In Non-Places,[1] Marc Auge defined place as one concered with relation, identity and history.

According to Augé, non-spaces discourage "settling in", then non-spaces are open to the colonization of the technosocial device on every stage that has been ripped away from its social roots. Every place that has seen its citizenship fall to individual concerns is open to reconnection of the social by means of the cell phone. No one can "settle-in" on a street they do not feel at home in. Airports are non-places because one has no identity once one enters the airport. The airport is a site that is betwixt and between here and there, what Sociologist Bruno Latour would call a liminal space.
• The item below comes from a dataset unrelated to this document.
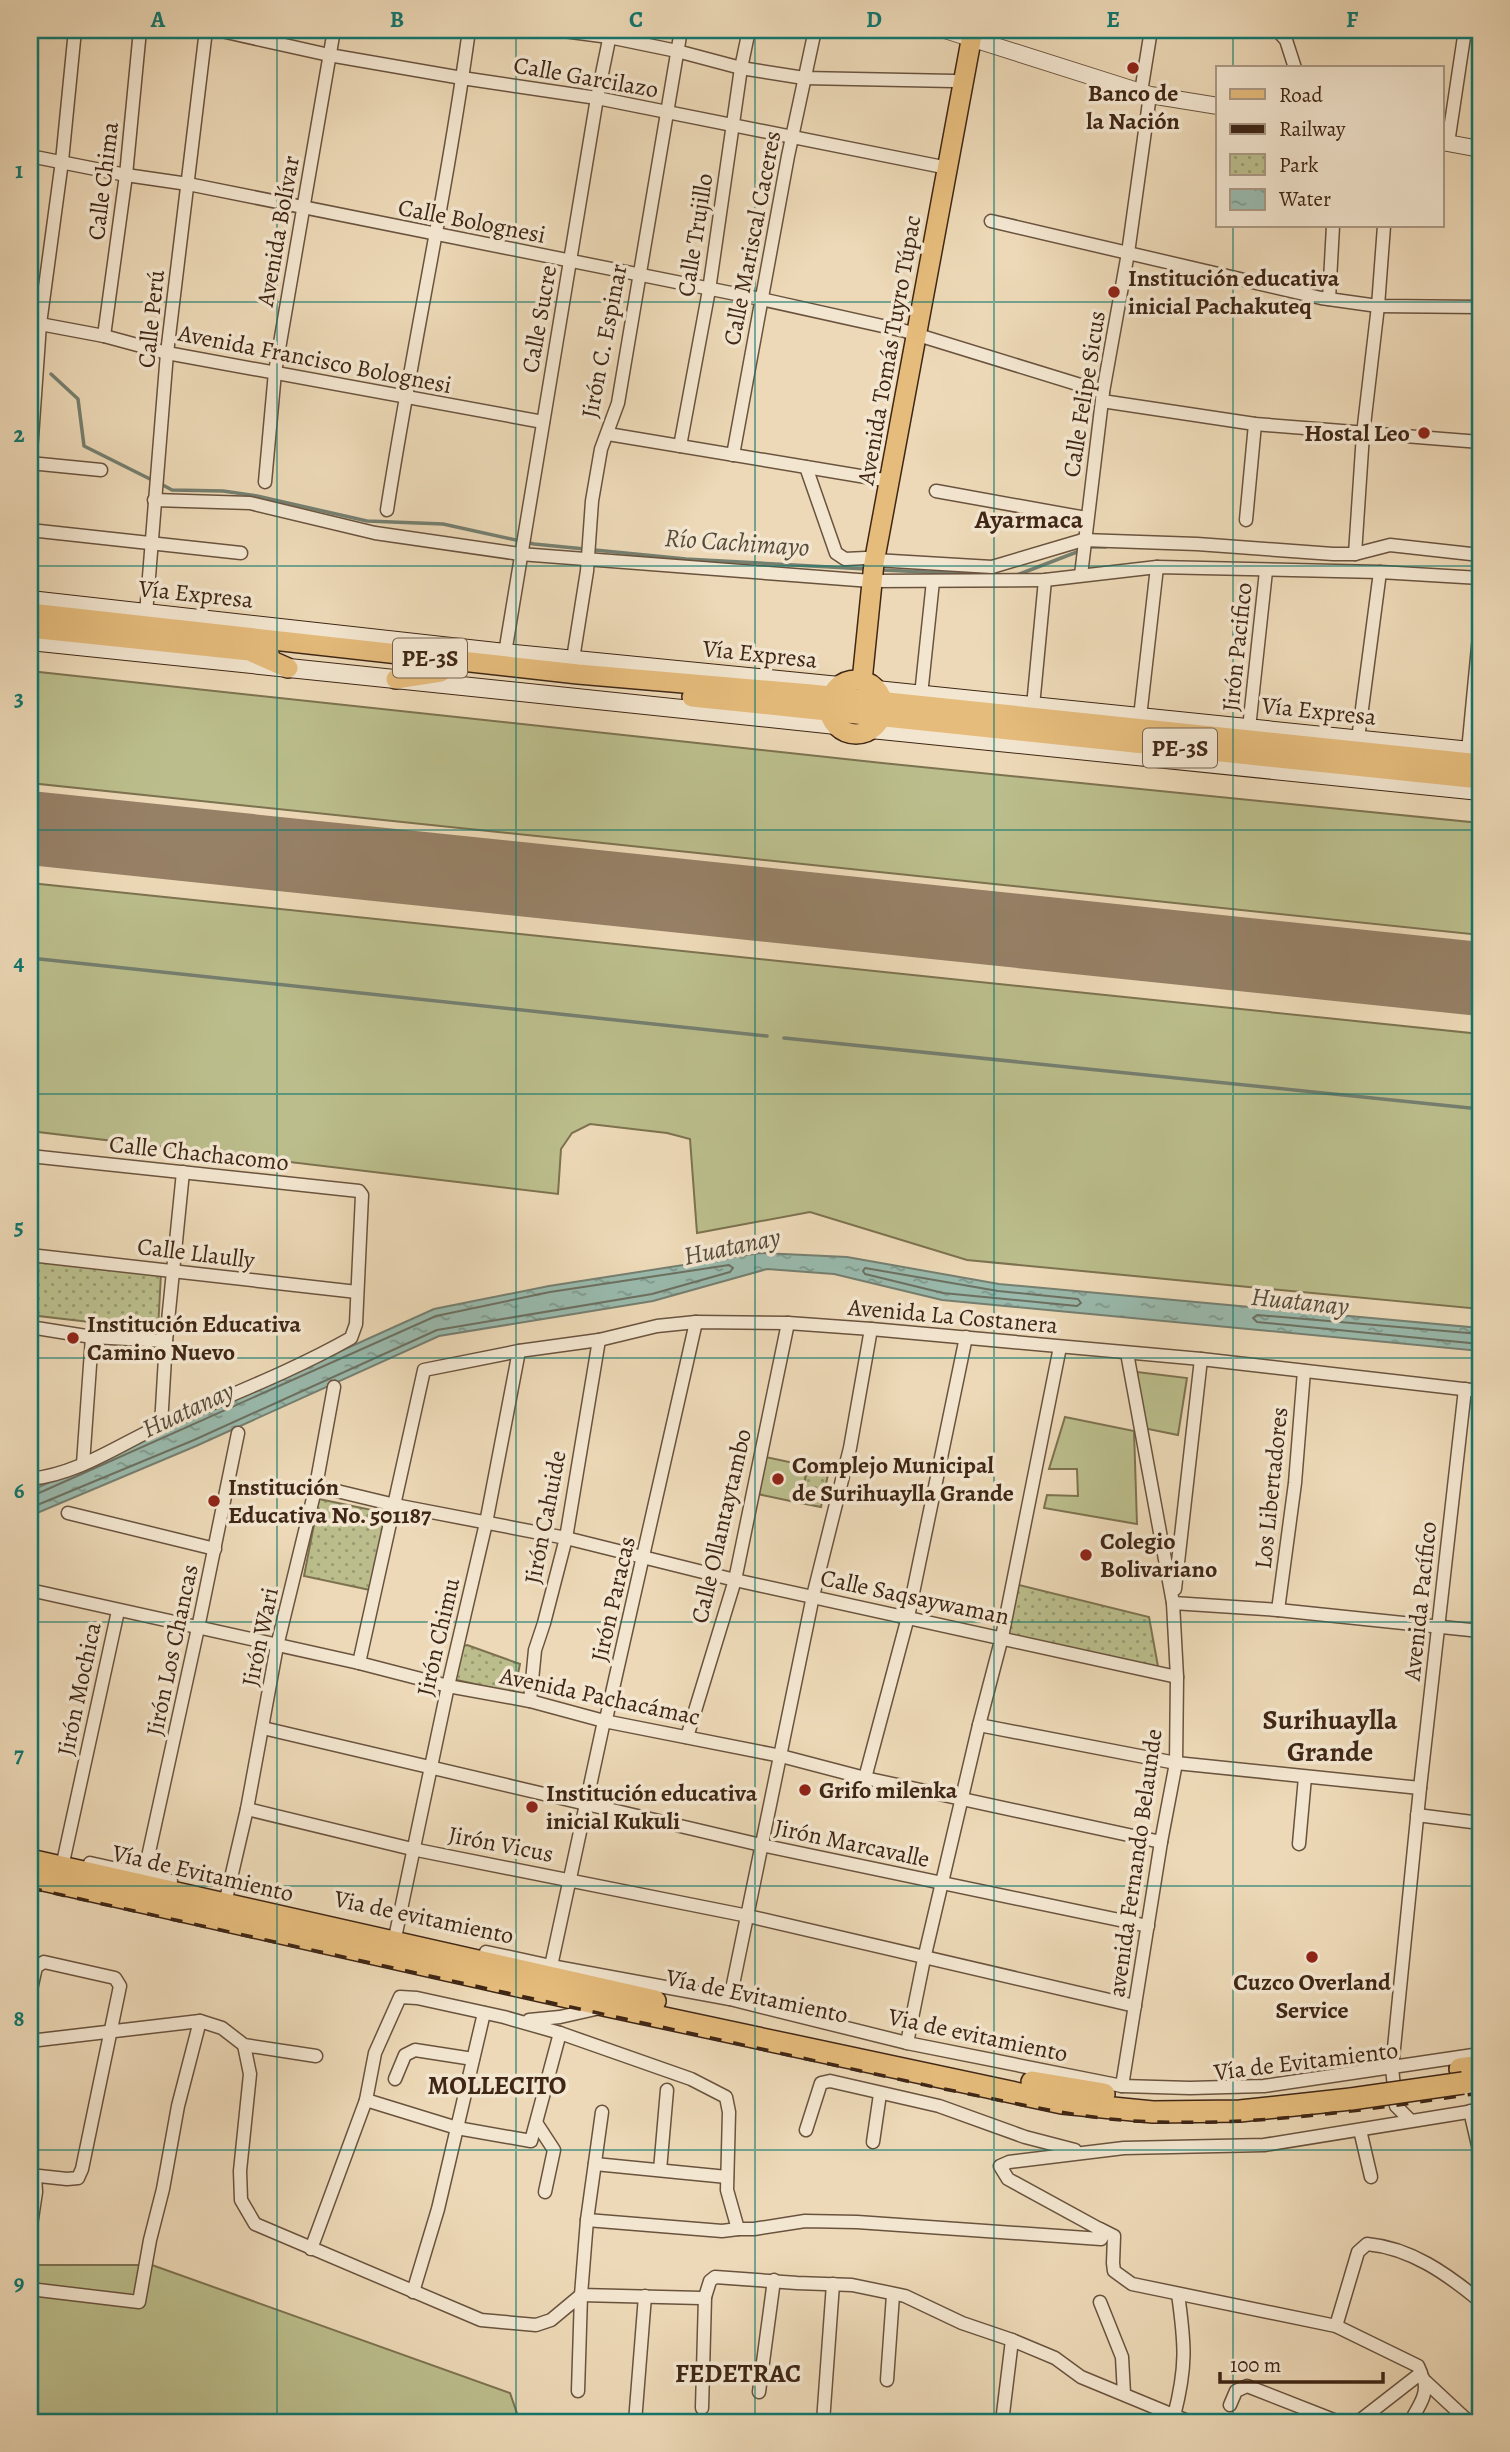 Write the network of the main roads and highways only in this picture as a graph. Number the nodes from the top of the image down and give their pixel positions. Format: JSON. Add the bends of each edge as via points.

An ever-increasing proportion of our lives is spent in supermarkets, airports and hotels, on motorways or in fronts of TVs, computers and cash machines. This invasion of the world by what Marc Auge calls "non-space" results in a profound alteration of awareness: something we perceive, but only in a partial and incoherent manner.'

To get away from this space, one can use an cell phone, which provided one with relation, identity and history in the midst of a non-place.

Related Reading

Liminal Space

References

  1. Auge, Marc. Non-places: Introduction to an anthropology of supermodernity Verso, London & New York, 1995. Trans: by John Howe. First published as Non-Lieux, Introduction k une anthroplogie de la supermodernite. 1992.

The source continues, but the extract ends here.